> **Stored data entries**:
◆ ◆ ◆ ◆ ◆

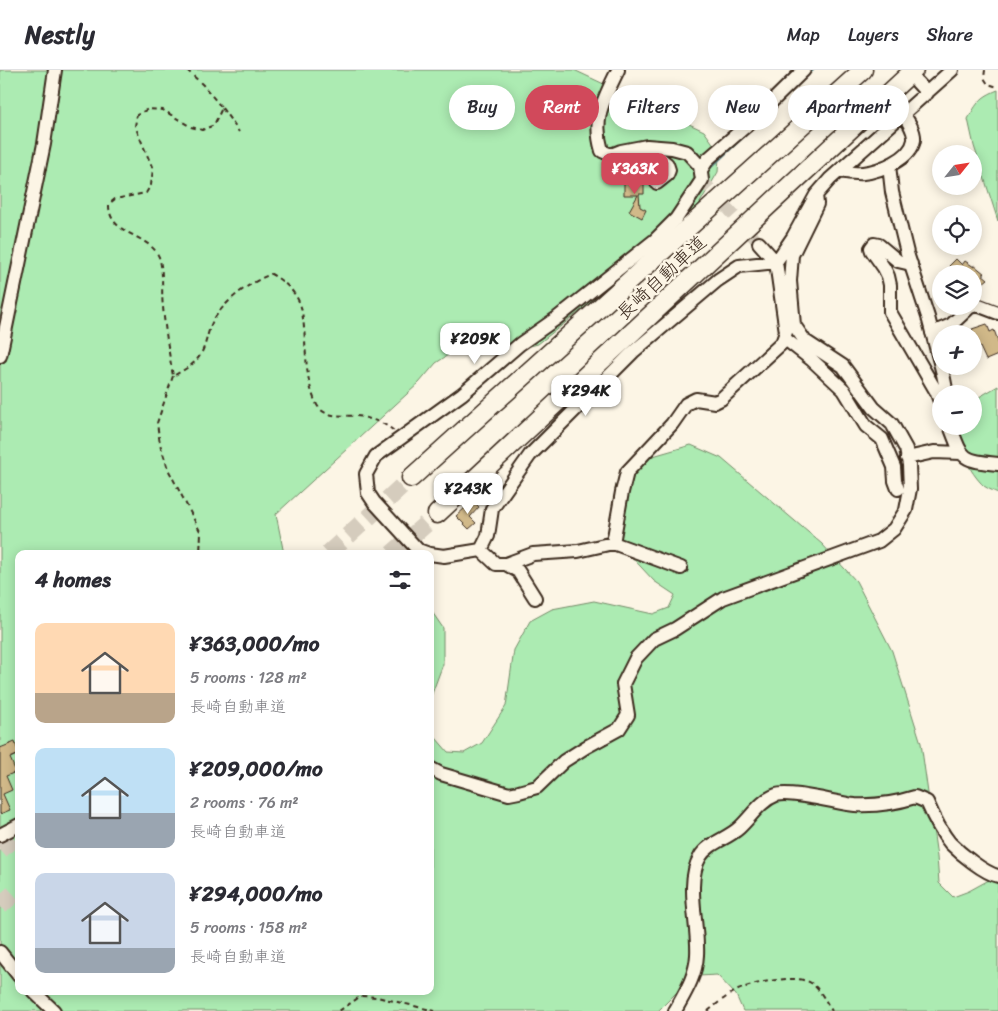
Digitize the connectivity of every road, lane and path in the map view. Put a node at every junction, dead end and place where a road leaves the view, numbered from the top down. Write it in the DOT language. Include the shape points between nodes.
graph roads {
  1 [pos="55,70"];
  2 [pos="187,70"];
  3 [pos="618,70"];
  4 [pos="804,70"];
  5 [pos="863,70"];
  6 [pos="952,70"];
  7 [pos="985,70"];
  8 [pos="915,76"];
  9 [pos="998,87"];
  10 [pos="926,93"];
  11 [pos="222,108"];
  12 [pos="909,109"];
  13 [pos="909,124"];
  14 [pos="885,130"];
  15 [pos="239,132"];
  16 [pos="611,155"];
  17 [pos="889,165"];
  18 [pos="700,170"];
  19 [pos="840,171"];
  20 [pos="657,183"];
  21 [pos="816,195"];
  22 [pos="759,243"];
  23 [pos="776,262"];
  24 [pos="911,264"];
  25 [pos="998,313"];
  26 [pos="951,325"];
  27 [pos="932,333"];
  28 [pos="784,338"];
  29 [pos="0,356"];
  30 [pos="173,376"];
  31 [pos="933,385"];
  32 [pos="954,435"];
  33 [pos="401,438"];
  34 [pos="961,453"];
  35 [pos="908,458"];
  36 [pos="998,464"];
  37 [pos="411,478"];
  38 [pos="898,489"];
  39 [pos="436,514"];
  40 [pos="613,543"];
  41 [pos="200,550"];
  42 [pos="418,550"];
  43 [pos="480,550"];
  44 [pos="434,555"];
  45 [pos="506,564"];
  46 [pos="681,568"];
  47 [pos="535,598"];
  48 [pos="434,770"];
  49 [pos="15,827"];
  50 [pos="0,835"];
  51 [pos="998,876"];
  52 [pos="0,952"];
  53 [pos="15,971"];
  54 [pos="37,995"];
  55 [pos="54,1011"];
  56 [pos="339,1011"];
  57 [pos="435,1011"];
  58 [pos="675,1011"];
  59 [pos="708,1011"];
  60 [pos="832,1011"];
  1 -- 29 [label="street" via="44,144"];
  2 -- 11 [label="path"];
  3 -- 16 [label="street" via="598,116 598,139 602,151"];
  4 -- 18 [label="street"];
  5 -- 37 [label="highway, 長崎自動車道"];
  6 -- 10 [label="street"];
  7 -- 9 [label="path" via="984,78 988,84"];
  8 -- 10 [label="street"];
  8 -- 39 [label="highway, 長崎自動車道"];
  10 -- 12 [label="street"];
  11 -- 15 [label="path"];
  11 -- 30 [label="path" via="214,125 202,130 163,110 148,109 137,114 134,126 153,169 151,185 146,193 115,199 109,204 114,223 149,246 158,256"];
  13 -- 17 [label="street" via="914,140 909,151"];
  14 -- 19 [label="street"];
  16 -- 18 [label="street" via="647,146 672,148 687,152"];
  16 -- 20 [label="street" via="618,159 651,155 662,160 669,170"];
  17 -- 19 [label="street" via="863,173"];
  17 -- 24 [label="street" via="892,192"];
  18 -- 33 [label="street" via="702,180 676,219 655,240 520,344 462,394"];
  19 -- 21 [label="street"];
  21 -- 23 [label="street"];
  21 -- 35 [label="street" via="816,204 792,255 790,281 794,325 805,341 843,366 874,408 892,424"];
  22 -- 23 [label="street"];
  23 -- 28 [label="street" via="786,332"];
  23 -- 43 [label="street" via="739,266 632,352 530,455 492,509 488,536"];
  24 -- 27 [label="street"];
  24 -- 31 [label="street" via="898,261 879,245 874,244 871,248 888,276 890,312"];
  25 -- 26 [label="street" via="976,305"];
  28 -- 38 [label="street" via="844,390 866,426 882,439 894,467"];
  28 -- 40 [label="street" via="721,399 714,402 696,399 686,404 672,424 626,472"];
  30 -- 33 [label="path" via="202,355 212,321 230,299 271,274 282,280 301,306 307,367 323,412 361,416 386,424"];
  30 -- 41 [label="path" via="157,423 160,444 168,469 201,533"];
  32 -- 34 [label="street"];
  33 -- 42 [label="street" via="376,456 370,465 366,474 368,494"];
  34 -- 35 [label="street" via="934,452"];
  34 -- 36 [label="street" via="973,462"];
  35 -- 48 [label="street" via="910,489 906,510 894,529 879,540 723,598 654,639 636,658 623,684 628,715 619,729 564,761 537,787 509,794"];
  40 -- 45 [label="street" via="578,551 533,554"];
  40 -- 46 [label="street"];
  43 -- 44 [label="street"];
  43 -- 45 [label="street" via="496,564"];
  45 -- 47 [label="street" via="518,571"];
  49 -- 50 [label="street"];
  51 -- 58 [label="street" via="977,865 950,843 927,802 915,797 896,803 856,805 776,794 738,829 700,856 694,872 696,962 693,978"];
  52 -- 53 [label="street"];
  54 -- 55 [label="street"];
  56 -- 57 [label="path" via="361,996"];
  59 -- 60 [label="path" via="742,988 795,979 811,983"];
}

◆ ◆ ◆ ◆ ◆

> **Exercise requirements**: Repeat each line above exactly. The pictures stay out.

> **Solution for this exercise**:
Digitize the connectivity of every road, lane and path in the map view. Put a node at every junction, dead end and place where a road leaves the view, numbered from the top down. Write it in the DOT language. Include the shape points between nodes.
graph roads {
  1 [pos="55,70"];
  2 [pos="187,70"];
  3 [pos="618,70"];
  4 [pos="804,70"];
  5 [pos="863,70"];
  6 [pos="952,70"];
  7 [pos="985,70"];
  8 [pos="915,76"];
  9 [pos="998,87"];
  10 [pos="926,93"];
  11 [pos="222,108"];
  12 [pos="909,109"];
  13 [pos="909,124"];
  14 [pos="885,130"];
  15 [pos="239,132"];
  16 [pos="611,155"];
  17 [pos="889,165"];
  18 [pos="700,170"];
  19 [pos="840,171"];
  20 [pos="657,183"];
  21 [pos="816,195"];
  22 [pos="759,243"];
  23 [pos="776,262"];
  24 [pos="911,264"];
  25 [pos="998,313"];
  26 [pos="951,325"];
  27 [pos="932,333"];
  28 [pos="784,338"];
  29 [pos="0,356"];
  30 [pos="173,376"];
  31 [pos="933,385"];
  32 [pos="954,435"];
  33 [pos="401,438"];
  34 [pos="961,453"];
  35 [pos="908,458"];
  36 [pos="998,464"];
  37 [pos="411,478"];
  38 [pos="898,489"];
  39 [pos="436,514"];
  40 [pos="613,543"];
  41 [pos="200,550"];
  42 [pos="418,550"];
  43 [pos="480,550"];
  44 [pos="434,555"];
  45 [pos="506,564"];
  46 [pos="681,568"];
  47 [pos="535,598"];
  48 [pos="434,770"];
  49 [pos="15,827"];
  50 [pos="0,835"];
  51 [pos="998,876"];
  52 [pos="0,952"];
  53 [pos="15,971"];
  54 [pos="37,995"];
  55 [pos="54,1011"];
  56 [pos="339,1011"];
  57 [pos="435,1011"];
  58 [pos="675,1011"];
  59 [pos="708,1011"];
  60 [pos="832,1011"];
  1 -- 29 [label="street" via="44,144"];
  2 -- 11 [label="path"];
  3 -- 16 [label="street" via="598,116 598,139 602,151"];
  4 -- 18 [label="street"];
  5 -- 37 [label="highway, 長崎自動車道"];
  6 -- 10 [label="street"];
  7 -- 9 [label="path" via="984,78 988,84"];
  8 -- 10 [label="street"];
  8 -- 39 [label="highway, 長崎自動車道"];
  10 -- 12 [label="street"];
  11 -- 15 [label="path"];
  11 -- 30 [label="path" via="214,125 202,130 163,110 148,109 137,114 134,126 153,169 151,185 146,193 115,199 109,204 114,223 149,246 158,256"];
  13 -- 17 [label="street" via="914,140 909,151"];
  14 -- 19 [label="street"];
  16 -- 18 [label="street" via="647,146 672,148 687,152"];
  16 -- 20 [label="street" via="618,159 651,155 662,160 669,170"];
  17 -- 19 [label="street" via="863,173"];
  17 -- 24 [label="street" via="892,192"];
  18 -- 33 [label="street" via="702,180 676,219 655,240 520,344 462,394"];
  19 -- 21 [label="street"];
  21 -- 23 [label="street"];
  21 -- 35 [label="street" via="816,204 792,255 790,281 794,325 805,341 843,366 874,408 892,424"];
  22 -- 23 [label="street"];
  23 -- 28 [label="street" via="786,332"];
  23 -- 43 [label="street" via="739,266 632,352 530,455 492,509 488,536"];
  24 -- 27 [label="street"];
  24 -- 31 [label="street" via="898,261 879,245 874,244 871,248 888,276 890,312"];
  25 -- 26 [label="street" via="976,305"];
  28 -- 38 [label="street" via="844,390 866,426 882,439 894,467"];
  28 -- 40 [label="street" via="721,399 714,402 696,399 686,404 672,424 626,472"];
  30 -- 33 [label="path" via="202,355 212,321 230,299 271,274 282,280 301,306 307,367 323,412 361,416 386,424"];
  30 -- 41 [label="path" via="157,423 160,444 168,469 201,533"];
  32 -- 34 [label="street"];
  33 -- 42 [label="street" via="376,456 370,465 366,474 368,494"];
  34 -- 35 [label="street" via="934,452"];
  34 -- 36 [label="street" via="973,462"];
  35 -- 48 [label="street" via="910,489 906,510 894,529 879,540 723,598 654,639 636,658 623,684 628,715 619,729 564,761 537,787 509,794"];
  40 -- 45 [label="street" via="578,551 533,554"];
  40 -- 46 [label="street"];
  43 -- 44 [label="street"];
  43 -- 45 [label="street" via="496,564"];
  45 -- 47 [label="street" via="518,571"];
  49 -- 50 [label="street"];
  51 -- 58 [label="street" via="977,865 950,843 927,802 915,797 896,803 856,805 776,794 738,829 700,856 694,872 696,962 693,978"];
  52 -- 53 [label="street"];
  54 -- 55 [label="street"];
  56 -- 57 [label="path" via="361,996"];
  59 -- 60 [label="path" via="742,988 795,979 811,983"];
}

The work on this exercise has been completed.